Spangles were discontinued in 1984, and briefly reintroduced in 1995, including in Woolworths outlets in the UK, though only four varieties were available - tangerine, lime, blackcurrant and Old English. There are many nostalgic references to them from children who grew up with them. Spangles are associated with the post-war era and they, like Space Hoppers or the Raleigh Chopper, have become shorthand for lazy nostalgia for the time, as in the phrase "Do you remember Spangles?" In 2008, Spangles topped a poll of discontinued brands which British consumers would most like to see revived.

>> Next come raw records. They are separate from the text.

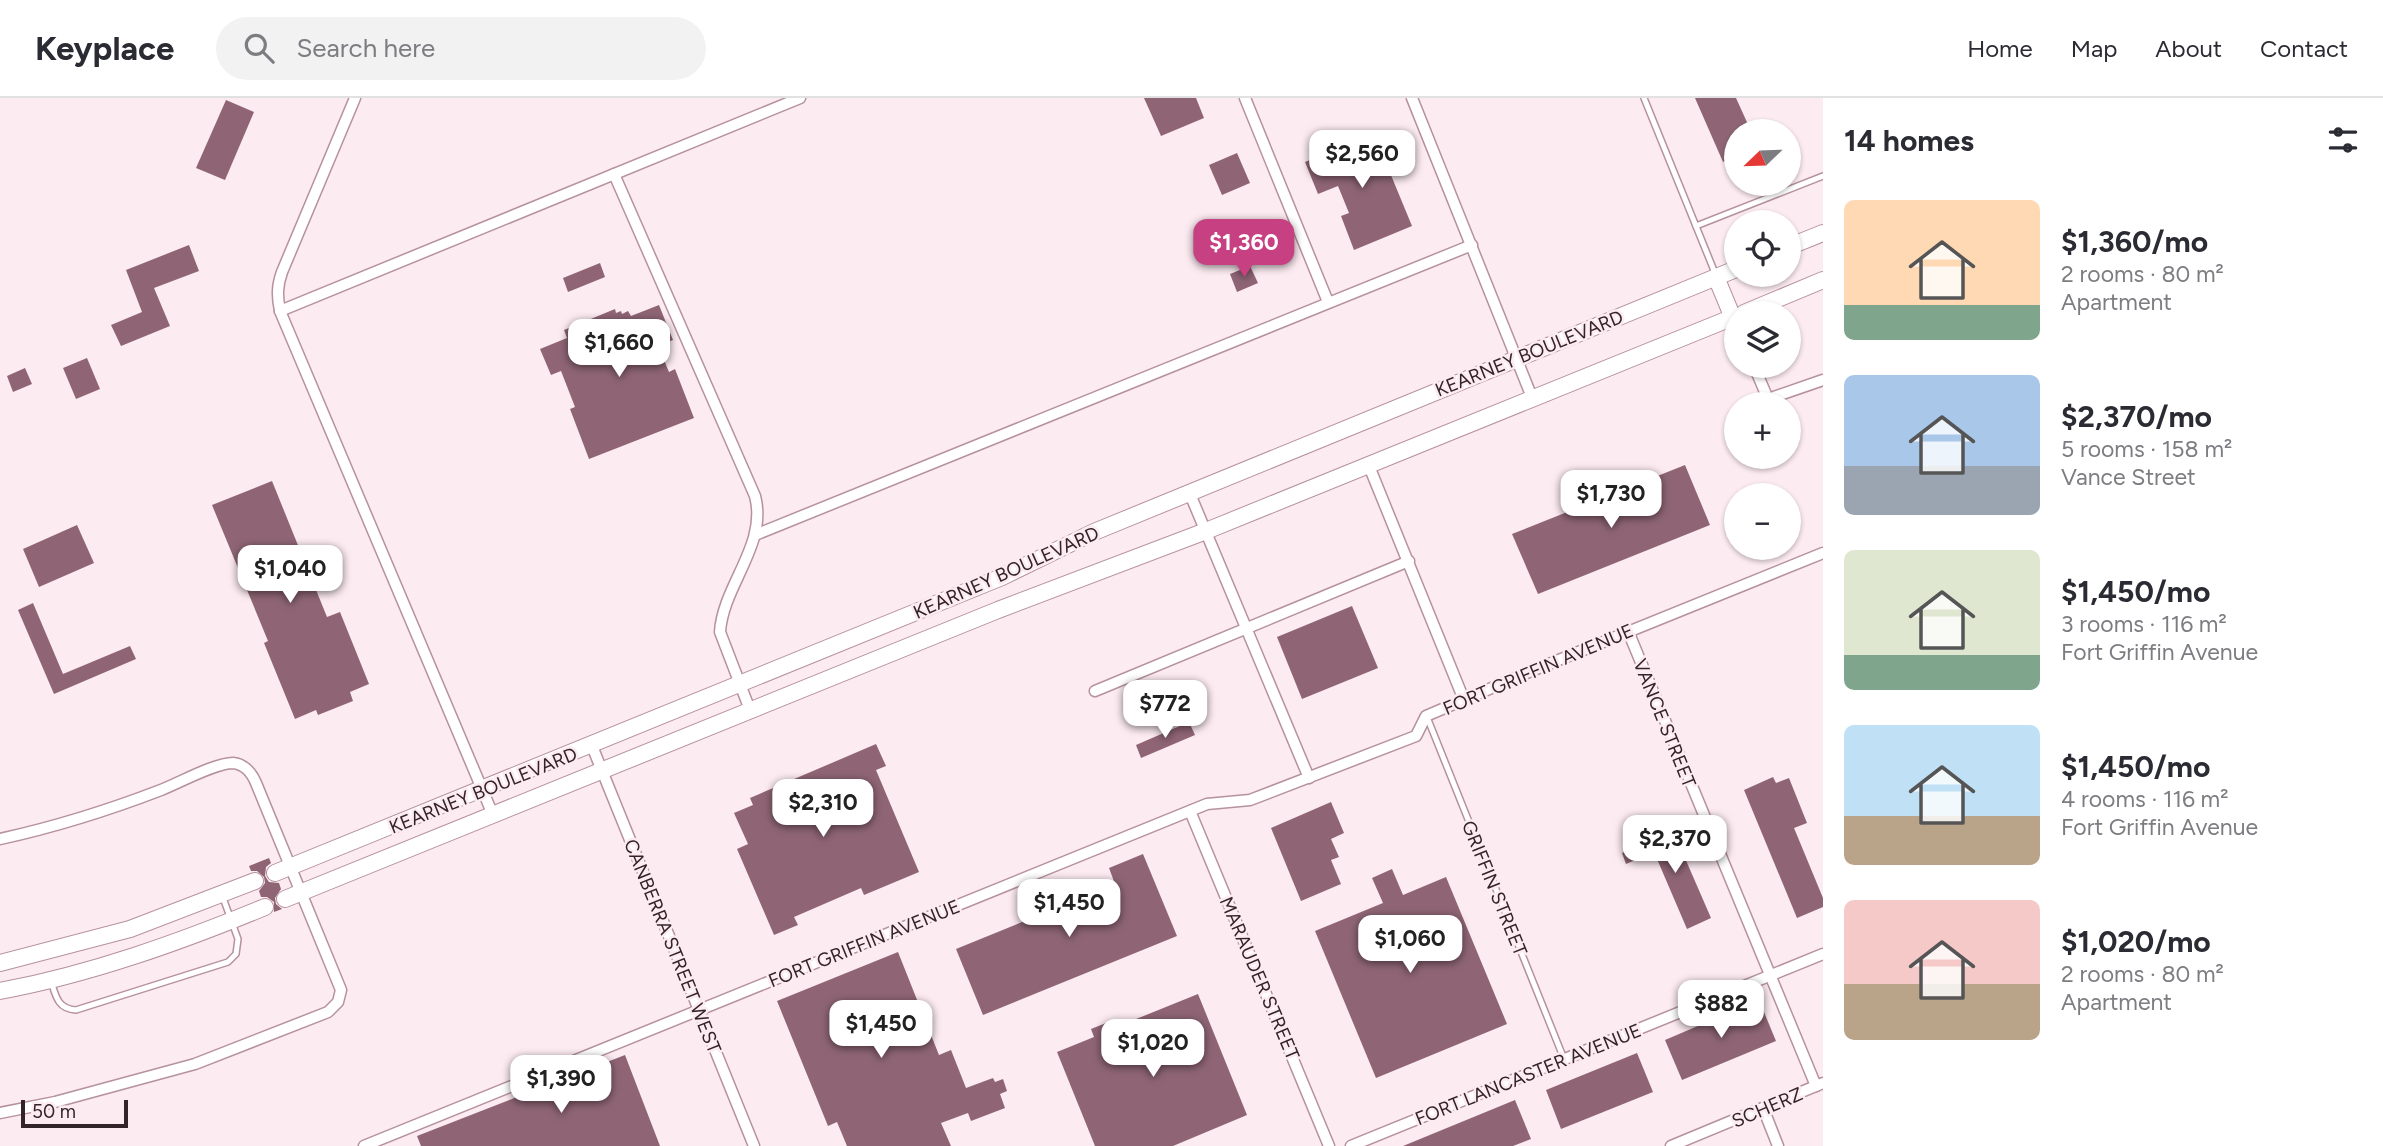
<!DOCTYPE html>
<meta charset="utf-8">
<style>
:root{--surface:#fff;--page:#f2f2f3;--text:#2b2b33;--muted:#7c7c81;--line:#e1e1e2;--accent:#c74182}
body{margin:0;font-family:Figtree,sans-serif;background:var(--page);color:var(--text);height:100vh;display:flex;flex-direction:column;font-size:26px;white-space:nowrap}
*{box-sizing:border-box;margin:0}
p{font-size:23px;color:var(--muted)}
.icon{flex:none;width:38px;height:38px;fill:none;stroke:currentColor;stroke-width:2;stroke-linecap:round;stroke-linejoin:round}
.map{position:relative;flex:1;overflow:hidden}
.details{display:flex;flex-direction:column;background:var(--surface);width:560px}
.details>*{flex:none}
.needle{width:46px;rotate:247deg}
.fabs{position:absolute;left:1724px;top:21px;display:grid;gap:14px}
.fabs a{display:grid;place-items:center;width:77px;height:77px;border-radius:50%;background:var(--surface);box-shadow:0 2px 5px #0004;font-size:35px}
.scale{position:absolute;left:21px;bottom:18px;width:107px;box-sizing:border-box;padding-left:7px;border:4px solid #33242a;border-top:0;font-size:19px;line-height:24px;white-space:nowrap;color:#33242a;-webkit-text-stroke:5px #fcebf1;paint-order:stroke}
.price{position:absolute;translate:-50% -60px;padding:0 16px;border-radius:14px;background:#fff;color:#222;font-size:23px;line-height:46px;filter:drop-shadow(0 2px 4px #0008)}
.price::after{content:'';position:absolute;left:50%;top:42px;width:21px;height:16px;margin-left:-10px;background:inherit;clip-path:polygon(0 0,100% 0,50% 100%)}
.price.selected{background:var(--accent);color:#fff}
ul{padding:0;list-style:none}
li{display:flex;align-items:center;gap:21px;height:175px;padding:0 21px}
li span{display:grid;place-items:center;flex:none;width:196px;height:140px;border-radius:10px;color:#555}
li>.icon{margin-inline-start:auto}
span .icon{width:84px;height:84px;fill:#fffc;stroke-width:1}
li b{font-size:30px}
h2{display:flex;justify-content:space-between;align-items:center;height:84px;padding:0 21px;font-size:30px}
header{display:flex;align-items:center;gap:42px;box-sizing:border-box;height:98px;padding:0 35px;background:var(--surface);border-bottom:2px solid var(--line)}
header strong{font-size:33px}
nav{display:flex;gap:38px;margin-inline-start:auto;font-size:24px}
.search{width:490px;height:63px;background:var(--page);display:flex;align-items:center;gap:18px;box-sizing:border-box;padding:0 24px;border-radius:38px;color:var(--muted);font-size:26px}
main{display:flex;flex:1;min-height:0}
.map>svg:first-child{display:block}
</style>
<header>
<strong>Keyplace</strong>
<div class="search"><svg class="icon" aria-label="search" viewBox="0 0 24 24"><circle cx="10" cy="10" r="6"/><path d="M15 15l6 6"/></svg>Search here</div>
<nav><a>Home</a><a>Map</a><a>About</a><a>Contact</a></nav>
</header>
<main>
<div class="map">
<svg width="1823" height="1048" viewBox="0 0 1823 1048">
<rect width="100%" height="100%" fill="#fcebf1"/>
<g fill="#8f6575">
<path d="M1144,0H1196L1204,20L1161,38Z"/>
<path d="M1695,0H1736L1751,33H1736V58L1723,64Z"/>
<path d="M226,2L254,14L225,82L196,70Z"/>
<path d="M1374,36L1412,128L1354,152L1341,118L1349,115L1338,88L1318,96L1305,64Z"/>
<path d="M1237,55L1250,85L1222,97L1209,67Z"/>
<path d="M189,147L199,173L154,190L170,228L121,248L111,227L142,214L126,172Z"/>
<path d="M600,165L605,179L568,194L563,180Z"/>
<path d="M1250,168L1258,185L1237,194L1230,176Z"/>
<path d="M659,207L673,242L658,248L669,274L675,271L694,320L589,361L570,311L575,309L561,273L551,277L540,251L567,240L564,232L615,211L616,215L621,213L622,216L628,213L631,218Z"/>
<path d="M87,260L100,291L76,301L63,270Z"/>
<path d="M25,270L32,286L13,294L7,278Z"/>
<path d="M1685,367L1710,427L1538,496L1512,436Z"/>
<path d="M272,383L327,519L340,514L369,586L350,594L353,603L318,617L316,612L295,621L264,545L268,543L212,407Z"/>
<path d="M77,427L94,465L39,489L23,451Z"/>
<path d="M33,505L63,576L130,548L136,561L54,596L18,512Z"/>
<path d="M1352,508L1378,570L1302,601L1277,539Z"/>
<path d="M1189,624L1195,637L1141,660L1136,647Z"/>
<path d="M876,646L886,668L876,672L919,774L864,797L861,790L794,819L798,827L774,837L737,751L748,746L734,715L753,707L750,700Z"/>
<path d="M1773,679L1776,685L1789,680L1807,725L1794,730L1823,800V809L1797,820L1744,692Z"/>
<path d="M1331,704L1344,735L1331,741L1339,759L1331,762L1341,786L1301,803L1271,730Z"/>
<path d="M1683,730L1688,741L1678,744L1711,820L1687,831L1654,754L1626,766L1622,755Z"/>
<path d="M1143,756L1177,838L983,917L956,851L1115,786L1109,770Z"/>
<path d="M269,760L271,765L266,769L265,778L269,784L279,785L281,791L275,800L276,806L282,811L274,814V804L267,799H261L259,793L265,785L264,779L257,773H251L249,768Z"/>
<path d="M1392,771L1403,797L1446,779L1507,926L1376,980L1315,833L1383,805L1372,780Z"/>
<path d="M898,854L939,957L951,952L966,990L993,980L995,984L1003,981L1007,993L1000,996L1005,1010L971,1023L968,1015L941,1025L951,1048H847L837,1024L828,1028L777,903Z"/>
<path d="M1198,896L1247,1017L1173,1048H1095L1057,954L1094,939L1091,931L1106,925L1109,932Z"/>
<path d="M1759,902L1776,943L1682,982L1665,942Z"/>
<path d="M1637,955L1653,994L1561,1031L1546,992Z"/>
<path d="M625,957L660,1048H421L417,1038Z"/>
<path d="M1515,1002L1531,1041L1513,1048H1403Z"/>
</g>
<g fill="none" stroke-linecap="round" stroke-linejoin="round">
<g stroke="#b6919e" stroke-width="8">
<g id="lane">
<path d="M1644,0L1715,175"/>
<path d="M1696,128L1823,78"/>
<path d="M1427,619L1564,961"/>
<path d="M51,883C56,899 58,911 76,912L228,864L236,856L238,841L222,797"/>
</g>
</g>
<g stroke="#b6919e" stroke-width="13">
<g id="street">
<path d="M355,0L282,174C277,188 277,198 280,213L493,717"/>
<path d="M1245,0L1328,204"/>
<path d="M1412,0L1533,302"/>
<path d="M614,76L755,398C768,447 723,487 720,534L750,612"/>
<path d="M280,213L800,0"/>
<path d="M1754,268L1768,301L1823,282"/>
<path d="M1369,368L1464,602"/>
<path d="M1190,396L1309,680"/>
<path d="M755,437L1472,147"/>
<path d="M1628,533L1816,988"/>
<path d="M1095,593L1409,463"/>
<path d="M592,648L754,1048"/>
<path d="M1190,713L1329,1048"/>
<path d="M0,741C55,729 109,712 161,692C179,685 215,665 233,665C244,666 252,675 256,685L341,892L338,904L328,914L195,966L55,1004L0,1015"/>
<path d="M1763,1010L1778,1048"/>
<path d="M364,1048L1207,706L1250,702L1416,638L1426,618L1529,574L1823,455"/>
<path d="M1351,1048L1823,856"/>
<path d="M1671,1048L1823,985"/>
</g>
</g>
<g stroke="#b6919e" stroke-width="18">
<g id="secondary">
<path d="M1788,149L1823,135"/>
<path d="M1716,179L1733,220"/>
<path d="M1744,215L1823,182"/>
<path d="M275,775L1002,479L1094,434L1736,171"/>
<path d="M285,801L998,512L1206,433L1736,218"/>
<path d="M0,865L130,831L255,783"/>
<path d="M0,893C91,876 180,844 265,809"/>
</g>
</g>
<use href="#lane" stroke="#fff" stroke-width="5"/>
<use href="#street" stroke="#fff" stroke-width="10"/>
<use href="#secondary" stroke="#fff" stroke-width="16"/>
</g>
<g text-anchor="middle" stroke-width="5" stroke-linejoin="round" paint-order="stroke">
<g font-size="19" fill="#33242a" stroke="#fcebf1">
<text transform="translate(1529 255) rotate(-22)" y="7">KEARNEY BOULEVARD</text>
<text transform="translate(1006 474) rotate(-24)" y="7">KEARNEY BOULEVARD</text>
<text transform="translate(1538 571) rotate(-23)" y="7">FORT GRIFFIN AVENUE</text>
<text transform="translate(1665 625) rotate(68)" y="7">VANCE STREET</text>
<text transform="translate(483 692) rotate(-22)" y="7">KEARNEY BOULEVARD</text>
<text transform="translate(1495 790) rotate(68)" y="7">GRIFFIN STREET</text>
<text transform="translate(864 845) rotate(-22)" y="7">FORT GRIFFIN AVENUE</text>
<text transform="translate(673 848) rotate(68)" y="7">CANBERRA STREET WEST</text>
<text transform="translate(1260 880) rotate(67)" y="7">MARAUDER STREET</text>
<text transform="translate(1528 976) rotate(-22)" y="7">FORT LANCASTER AVENUE</text>
<text transform="translate(1767 1009) rotate(-23)" y="7">SCHERZ</text>
</g>
</g>
</svg>
<div class="fabs">
<a><svg class="needle" viewBox="-14 -14 28 28"><path d="M0-13l5 13h-10z" fill="#e53935"/><path d="M0 13l5-13h-10z" fill="#7c7c81"/></svg></a>
<a><svg class="icon" aria-label="locate" viewBox="0 0 24 24"><circle cx="12" cy="12" r="6"/><path d="M12 2v4M12 18v4M2 12h4M18 12h4"/></svg></a>
<a><svg class="icon" aria-label="layers" viewBox="0 0 24 24"><path d="M12 4l9 5-9 5-9-5zM3 14l9 5 9-5"/></svg></a>
<a>+</a>
<a>−</a>
</div>
<div class="scale">50 m</div>
<b class="price" style="left:1362px;top:92px">$2,560</b>
<b class="price selected" style="left:1244px;top:181px">$1,360</b>
<b class="price" style="left:619px;top:281px">$1,660</b>
<b class="price" style="left:1611px;top:432px">$1,730</b>
<b class="price" style="left:290px;top:507px">$1,040</b>
<b class="price" style="left:1165px;top:642px">$772</b>
<b class="price" style="left:823px;top:741px">$2,310</b>
<b class="price" style="left:1675px;top:777px">$2,370</b>
<b class="price" style="left:1069px;top:841px">$1,450</b>
<b class="price" style="left:1410px;top:877px">$1,060</b>
<b class="price" style="left:1721px;top:942px">$882</b>
<b class="price" style="left:881px;top:962px">$1,450</b>
<b class="price" style="left:1153px;top:981px">$1,020</b>
<b class="price" style="left:561px;top:1017px">$1,390</b>
</div>
<section class="details">
<h2>14 homes<svg class="icon" aria-label="filters" viewBox="0 0 24 24"><path d="M4 7h16M4 17h16"/><circle cx="9" cy="7" r="2"/><circle cx="15" cy="17" r="2"/></svg></h2>
<ul>
<li><span style="background:linear-gradient(#ffd9b3 75%,#7fa58c 0)"><svg class="icon" aria-label="home" viewBox="0 0 24 24"><path d="M3 11l9-7 9 7M6 9v11h12V9"/></svg></span><div><b>$1,360/mo</b><p>2 rooms · 80 m²</p><p>Apartment</p></div></li>
<li><span style="background:linear-gradient(#a9c7e8 65%,#9aa5b1 0)"><svg class="icon" aria-label="home" viewBox="0 0 24 24"><path d="M3 11l9-7 9 7M6 9v11h12V9"/></svg></span><div><b>$2,370/mo</b><p>5 rooms · 158 m²</p><p>Vance Street</p></div></li>
<li><span style="background:linear-gradient(#dfe7d0 75%,#7fa58c 0)"><svg class="icon" aria-label="home" viewBox="0 0 24 24"><path d="M3 11l9-7 9 7M6 9v11h12V9"/></svg></span><div><b>$1,450/mo</b><p>3 rooms · 116 m²</p><p>Fort Griffin Avenue</p></div></li>
<li><span style="background:linear-gradient(#bfe0f5 65%,#b9a48a 0)"><svg class="icon" aria-label="home" viewBox="0 0 24 24"><path d="M3 11l9-7 9 7M6 9v11h12V9"/></svg></span><div><b>$1,450/mo</b><p>4 rooms · 116 m²</p><p>Fort Griffin Avenue</p></div></li>
<li><span style="background:linear-gradient(#f6c9c9 60%,#b9a48a 0)"><svg class="icon" aria-label="home" viewBox="0 0 24 24"><path d="M3 11l9-7 9 7M6 9v11h12V9"/></svg></span><div><b>$1,020/mo</b><p>2 rooms · 80 m²</p><p>Apartment</p></div></li>
</ul>
</section>
</main>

The Tunes brand was the last remaining relation of the Spangles brand, sharing the shape and wrapping of the original product, but it has also now been discontinued.

==Varieties==
The regular Spangles packet (labelled simply "Spangles") contained a variety of translucent, fruit-flavoured sweets: strawberry, blackcurrant, orange, pineapple, lemon and lime, and cola. Originally the sweets were not individually wrapped, but later a waxed paper, and eventually a cellophane wrapper was used. The tube was striped, a bright orange-red colour alternating with silver. It bore the word "Spangles" in large letters. In the 1970s a distinctive, seventies-style font was used.

Over the production period many different single-flavour varieties were introduced including Acid Drop, Barley Sugar, Blackcurrant, Liquorice, Peppermint, Spearmint and Tangerine. A white mint Spangle, complete with hole, was produced as a competitor to the Polo mint.

===Old English Spangles===
The Old English Spangles packet contained "traditional English" flavours. The standard line-up was liquorice (black), mint humbug (brown), pear drop (orange/red), aniseed (green) and treacle (opaque mustard yellow), but other flavours appeared from time to time.

The sweets' individual wrappers were striped, distinguishing them from regular Spangles. The tube was black, white and purple, and designed for a more mature and sophisticated clientele than the regular variety.

===Mystery Spangles===
A 1964 marketing campaign involved a Mystery Flavour Contest in which packets of 'Five Fruit Flavour' Spangles contained a flavour with question marks on the internal wrapper. Press advertisements invited consumers to guess the fruit blend flavour from a list of six possibilities to win a transistor radio. After the competition closed in September the flavour was revealed as Fruit Cocktail.

==In popular culture==
Spangles were mentioned in The Kinks' song "Art Lover", from their 1981 album, Give the People What They Want. In 1977, the British novelty pop band Lieutenant Pigeon released an instrumental single titled "Spangles". The Fall song "It's A Curse" on their album The Infotainment Scan, also includes a reference to Spangles.